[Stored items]
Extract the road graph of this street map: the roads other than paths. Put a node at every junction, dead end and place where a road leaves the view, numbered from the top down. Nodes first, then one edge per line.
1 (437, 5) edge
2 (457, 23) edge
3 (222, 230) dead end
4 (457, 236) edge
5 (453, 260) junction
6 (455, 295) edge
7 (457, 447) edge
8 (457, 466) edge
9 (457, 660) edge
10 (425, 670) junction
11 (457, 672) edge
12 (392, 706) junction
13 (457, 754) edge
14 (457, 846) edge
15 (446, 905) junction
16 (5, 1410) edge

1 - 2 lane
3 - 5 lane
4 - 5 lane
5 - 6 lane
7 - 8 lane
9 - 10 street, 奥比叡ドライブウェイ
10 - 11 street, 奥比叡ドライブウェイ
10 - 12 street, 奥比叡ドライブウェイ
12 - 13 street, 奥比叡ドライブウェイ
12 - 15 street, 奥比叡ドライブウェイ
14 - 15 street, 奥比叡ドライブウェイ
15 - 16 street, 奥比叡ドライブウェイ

TASK OBJECTIVE: Reproduce every single entry above exactly.

YOUR RESPONSE:
Extract the road graph of this street map: the roads other than paths. Put a node at every junction, dead end and place where a road leaves the view, numbered from the top down. Nodes first, then one edge per line.
1 (437, 5) edge
2 (457, 23) edge
3 (222, 230) dead end
4 (457, 236) edge
5 (453, 260) junction
6 (455, 295) edge
7 (457, 447) edge
8 (457, 466) edge
9 (457, 660) edge
10 (425, 670) junction
11 (457, 672) edge
12 (392, 706) junction
13 (457, 754) edge
14 (457, 846) edge
15 (446, 905) junction
16 (5, 1410) edge

1 - 2 lane
3 - 5 lane
4 - 5 lane
5 - 6 lane
7 - 8 lane
9 - 10 street, 奥比叡ドライブウェイ
10 - 11 street, 奥比叡ドライブウェイ
10 - 12 street, 奥比叡ドライブウェイ
12 - 13 street, 奥比叡ドライブウェイ
12 - 15 street, 奥比叡ドライブウェイ
14 - 15 street, 奥比叡ドライブウェイ
15 - 16 street, 奥比叡ドライブウェイ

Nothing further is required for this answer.